--- What is needed ---
Retype every entry word for word. Omit the pictures.

--- Input for this task ---
# # #

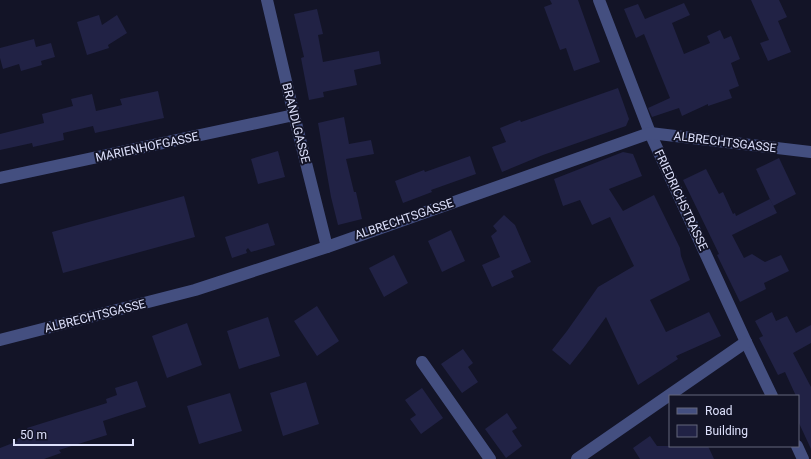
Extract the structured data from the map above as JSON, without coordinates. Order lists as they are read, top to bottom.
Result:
{
  "streets": {
    "street": [
      "BRANDLGASSE",
      "ALBRECHTSGASSE",
      "MARIENHOFGASSE",
      "FRIEDRICHSTRASSE"
    ]
  },
  "crossings": [
    ["BRANDLGASSE", "ALBRECHTSGASSE"],
    ["BRANDLGASSE", "MARIENHOFGASSE"],
    ["ALBRECHTSGASSE", "FRIEDRICHSTRASSE"]
  ],
  "legend": ["Road", "Building"],
  "scale_bar": "50 m"
}
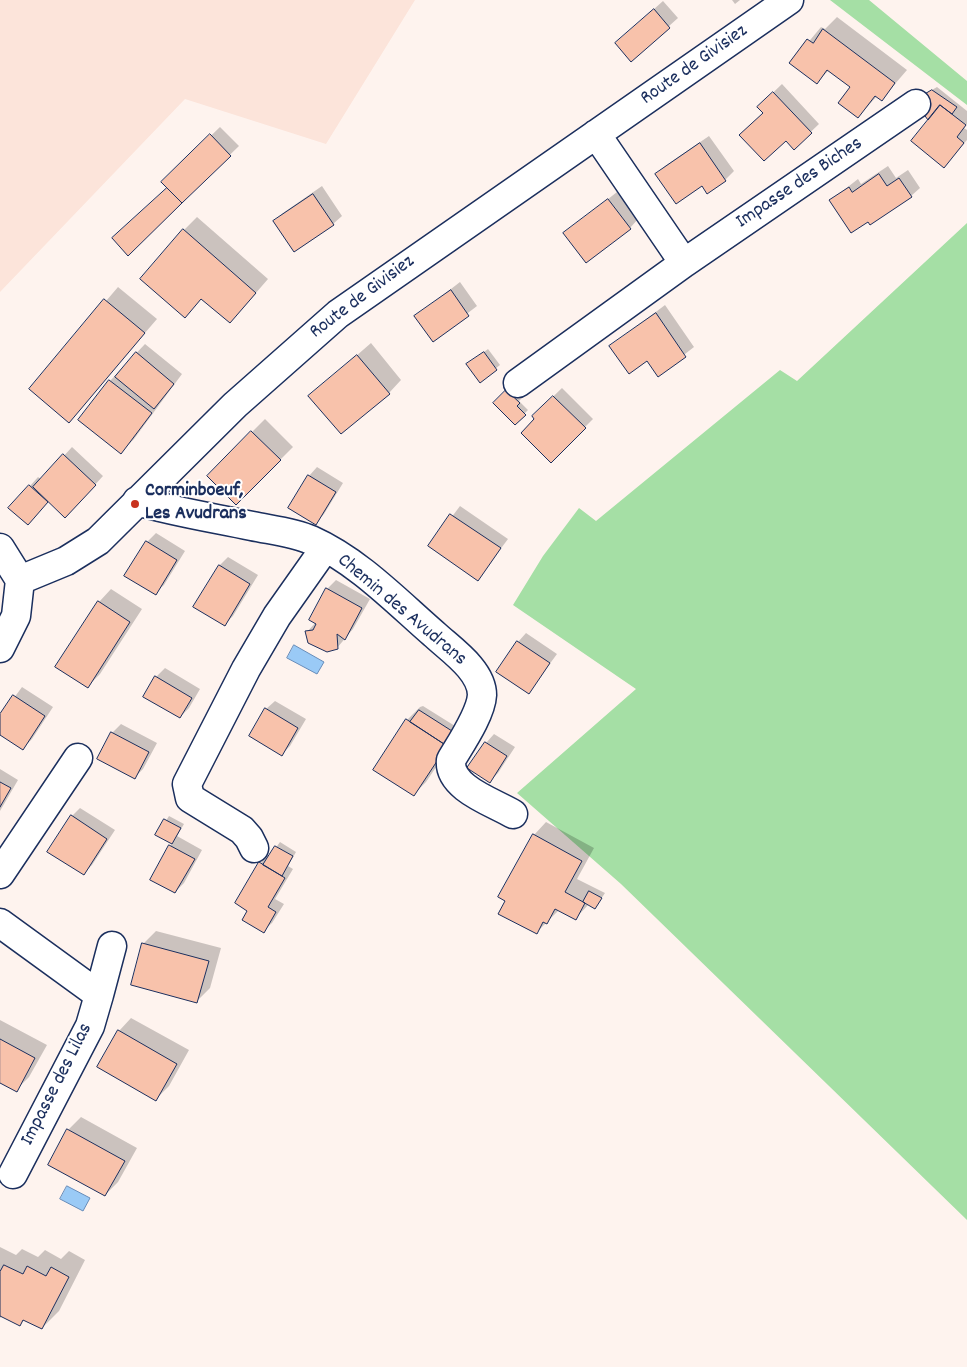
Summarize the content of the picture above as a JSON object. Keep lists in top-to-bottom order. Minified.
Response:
{"streets":{"street":["Route de Givisiez","Impasse des Biches","Chemin des Avudrans","Impasse des Lilas"]},"crossings":[["Route de Givisiez","Chemin des Avudrans"]],"places":["Corminboeuf, Les Avudrans"]}
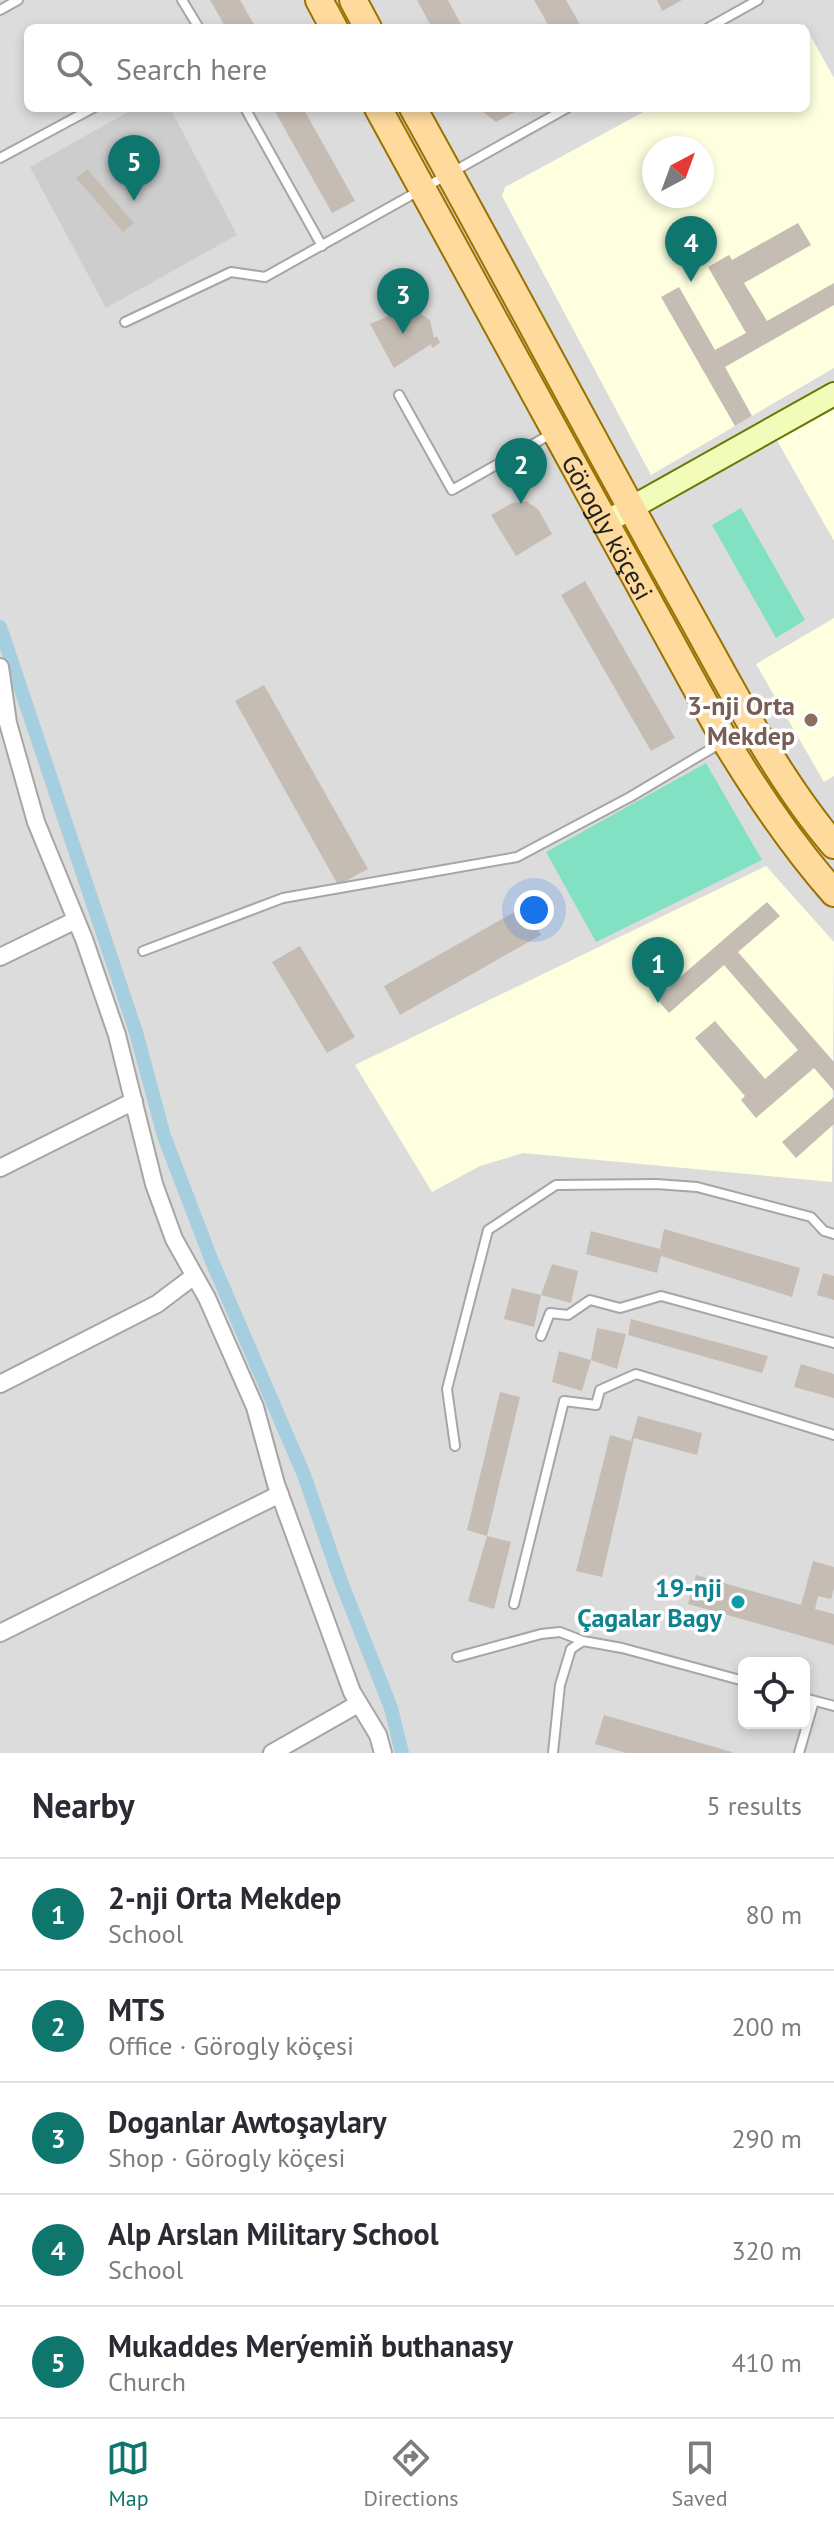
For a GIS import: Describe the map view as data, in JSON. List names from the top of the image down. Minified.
{"streets":{"main road":["Görogly köçesi"]},"places":["3-nji Orta Mekdep","19-nji Çagalar Bagy"],"north":"top right","page":{"search":"Search here","pins":["5","4","3","2","1"],"heading":["Nearby","5 results"],"list":[{"mark":"1","name":"2-nji Orta Mekdep","note":"School","value":"80 m"},{"mark":"2","name":"MTS","note":"Office · Görogly köçesi","value":"200 m"},{"mark":"3","name":"Doganlar Awtoşaylary","note":"Shop · Görogly köçesi","value":"290 m"},{"mark":"4","name":"Alp Arslan Military School","note":"School","value":"320 m"},{"mark":"5","name":"Mukaddes Merýemiň buthanasy","note":"Church","value":"410 m"}],"nav":["Map","Directions","Saved"]}}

# # #

--- Output for this task ---
Extract the structured data from the map above as JSON, without coordinates. Order lists as they are read, top to bottom.
Result:
{
  "streets": {
    "street": [
      "BRANDLGASSE",
      "ALBRECHTSGASSE",
      "MARIENHOFGASSE",
      "FRIEDRICHSTRASSE"
    ]
  },
  "crossings": [
    ["BRANDLGASSE", "ALBRECHTSGASSE"],
    ["BRANDLGASSE", "MARIENHOFGASSE"],
    ["ALBRECHTSGASSE", "FRIEDRICHSTRASSE"]
  ],
  "legend": ["Road", "Building"],
  "scale_bar": "50 m"
}
Summarize the content of the picture above as a JSON object. Keep lists in top-to-bottom order. Minified.
Response:
{"streets":{"street":["Route de Givisiez","Impasse des Biches","Chemin des Avudrans","Impasse des Lilas"]},"crossings":[["Route de Givisiez","Chemin des Avudrans"]],"places":["Corminboeuf, Les Avudrans"]}
For a GIS import: Describe the map view as data, in JSON. List names from the top of the image down. Minified.
{"streets":{"main road":["Görogly köçesi"]},"places":["3-nji Orta Mekdep","19-nji Çagalar Bagy"],"north":"top right","page":{"search":"Search here","pins":["5","4","3","2","1"],"heading":["Nearby","5 results"],"list":[{"mark":"1","name":"2-nji Orta Mekdep","note":"School","value":"80 m"},{"mark":"2","name":"MTS","note":"Office · Görogly köçesi","value":"200 m"},{"mark":"3","name":"Doganlar Awtoşaylary","note":"Shop · Görogly köçesi","value":"290 m"},{"mark":"4","name":"Alp Arslan Military School","note":"School","value":"320 m"},{"mark":"5","name":"Mukaddes Merýemiň buthanasy","note":"Church","value":"410 m"}],"nav":["Map","Directions","Saved"]}}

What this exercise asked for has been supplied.